↓↓↓
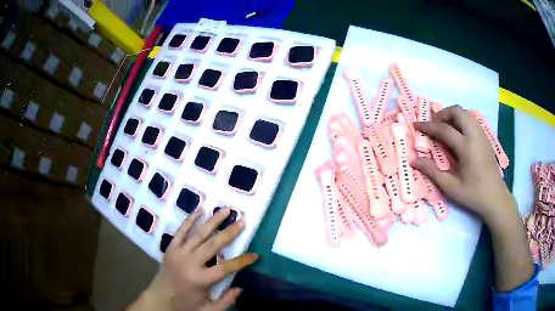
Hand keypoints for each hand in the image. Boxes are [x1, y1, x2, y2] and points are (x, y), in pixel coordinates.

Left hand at [135, 208, 257, 310]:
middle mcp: (190, 262)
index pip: (226, 267)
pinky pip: (181, 231)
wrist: (160, 299)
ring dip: (213, 221)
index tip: (255, 255)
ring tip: (225, 210)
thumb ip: (226, 301)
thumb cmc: (185, 306)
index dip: (242, 261)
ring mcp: (179, 253)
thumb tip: (240, 288)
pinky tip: (199, 210)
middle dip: (229, 233)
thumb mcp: (208, 310)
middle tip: (242, 221)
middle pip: (213, 245)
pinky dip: (190, 220)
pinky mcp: (171, 248)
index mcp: (200, 279)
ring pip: (199, 234)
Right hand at [411, 105, 515, 222]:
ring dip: (452, 115)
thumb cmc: (473, 194)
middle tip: (435, 125)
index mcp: (466, 147)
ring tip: (445, 128)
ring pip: (465, 113)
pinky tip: (458, 134)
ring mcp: (482, 134)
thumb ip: (432, 172)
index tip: (416, 125)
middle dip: (443, 114)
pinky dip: (461, 120)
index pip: (444, 129)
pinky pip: (471, 120)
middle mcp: (474, 135)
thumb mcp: (451, 187)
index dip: (428, 126)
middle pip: (457, 111)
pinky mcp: (485, 137)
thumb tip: (413, 160)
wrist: (495, 197)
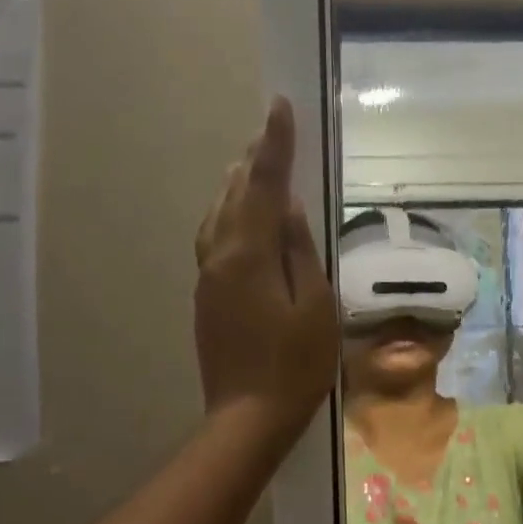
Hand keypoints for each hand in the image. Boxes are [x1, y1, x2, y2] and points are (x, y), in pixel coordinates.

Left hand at [193, 97, 338, 447]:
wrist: (248, 416)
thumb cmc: (296, 364)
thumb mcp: (316, 305)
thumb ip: (300, 251)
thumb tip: (290, 208)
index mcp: (248, 255)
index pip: (263, 186)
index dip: (274, 145)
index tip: (279, 106)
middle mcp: (219, 256)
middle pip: (233, 194)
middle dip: (253, 159)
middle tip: (271, 131)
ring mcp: (207, 276)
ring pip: (217, 214)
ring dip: (236, 183)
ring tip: (254, 163)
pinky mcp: (206, 295)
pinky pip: (215, 237)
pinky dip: (229, 212)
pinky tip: (241, 216)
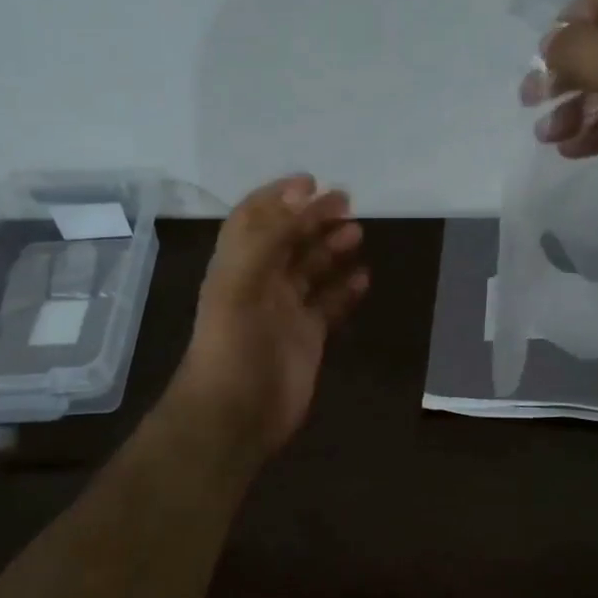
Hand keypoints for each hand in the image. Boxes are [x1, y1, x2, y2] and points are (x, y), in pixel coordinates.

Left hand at [172, 175, 367, 457]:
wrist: (236, 415)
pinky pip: (328, 306)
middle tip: (346, 202)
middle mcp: (260, 283)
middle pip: (288, 240)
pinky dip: (344, 291)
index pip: (255, 219)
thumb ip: (267, 236)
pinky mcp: (307, 338)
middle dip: (313, 218)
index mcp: (238, 265)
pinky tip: (363, 279)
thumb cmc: (234, 346)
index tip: (311, 182)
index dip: (279, 197)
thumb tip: (300, 192)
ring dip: (331, 249)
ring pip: (311, 270)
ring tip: (358, 234)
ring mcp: (285, 312)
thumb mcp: (241, 283)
↑↑↑
Although the records contain pictures, return only their text, exactly as written.

SOLVED EXERCISE:
Hand keypoints for each hand in the image. Boxes are [x1, y1, x2, y2] and points are (x, y), in pixel coordinates.

Left hand at [135, 208, 257, 310]:
middle mcp: (190, 262)
index pip: (226, 267)
pinky pip: (181, 231)
wrist: (160, 299)
ring dip: (213, 221)
index tip: (255, 255)
ring tip: (225, 210)
thumb ip: (226, 301)
thumb cmc: (185, 306)
index dip: (242, 261)
ring mcp: (179, 253)
thumb tip: (240, 288)
pinky tip: (199, 210)
middle dip: (229, 233)
thumb mcp: (208, 310)
middle tip: (242, 221)
middle pip: (213, 245)
pinky dip: (190, 220)
pinky mcp: (171, 248)
index mcp: (200, 279)
ring pip: (199, 234)
Right hand at [411, 105, 515, 222]:
ring dip: (452, 115)
thumb cmc: (473, 194)
middle tip: (435, 125)
index mcp: (466, 147)
ring tip: (445, 128)
ring pip: (465, 113)
pinky tip: (458, 134)
ring mcp: (482, 134)
thumb ip: (432, 172)
index tip: (416, 125)
middle dip: (443, 114)
pinky dip: (461, 120)
index pip: (444, 129)
pinky pip: (471, 120)
middle mcp: (474, 135)
thumb mcp: (451, 187)
index dip: (428, 126)
middle pip: (457, 111)
pinky mcp: (485, 137)
thumb tip: (413, 160)
wrist: (495, 197)
Hand keypoints for each hand in the image. Boxes are [x1, y1, x2, y2] and points are (x, y), in pixel coordinates.

Left hand at [193, 97, 338, 447]:
wrist: (248, 416)
thumb cmc: (296, 364)
thumb mcp: (316, 305)
thumb ip: (300, 251)
thumb tip: (290, 208)
index mcp: (248, 255)
index pip: (263, 186)
index dip: (274, 145)
index tip: (279, 106)
middle mcp: (219, 256)
middle pip: (233, 194)
middle dip: (253, 159)
middle tip: (271, 131)
ring mcp: (207, 276)
ring pip: (217, 214)
ring dip: (236, 183)
ring tip: (254, 163)
pinky mcp: (206, 295)
pinky pip: (215, 237)
pinky dip: (229, 212)
pinky tip: (241, 216)
Hand keypoints for each hand in the image. Boxes are [x1, y1, x2, y2] and points are (x, y), in pixel coordinates.

Left hand at [172, 175, 367, 457]:
wrist: (236, 415)
pinky pip: (328, 306)
middle tip: (346, 202)
middle mcp: (260, 283)
middle pip: (288, 240)
pinky dip: (344, 291)
index pip: (255, 219)
thumb ip: (267, 236)
pinky mcp: (307, 338)
middle dip: (313, 218)
index mcp: (238, 265)
pinky tip: (363, 279)
thumb cmc: (234, 346)
index tip: (311, 182)
index dip: (279, 197)
thumb tip: (300, 192)
ring dip: (331, 249)
ring pip: (311, 270)
ring tip: (358, 234)
ring mcp: (285, 312)
thumb mcp: (241, 283)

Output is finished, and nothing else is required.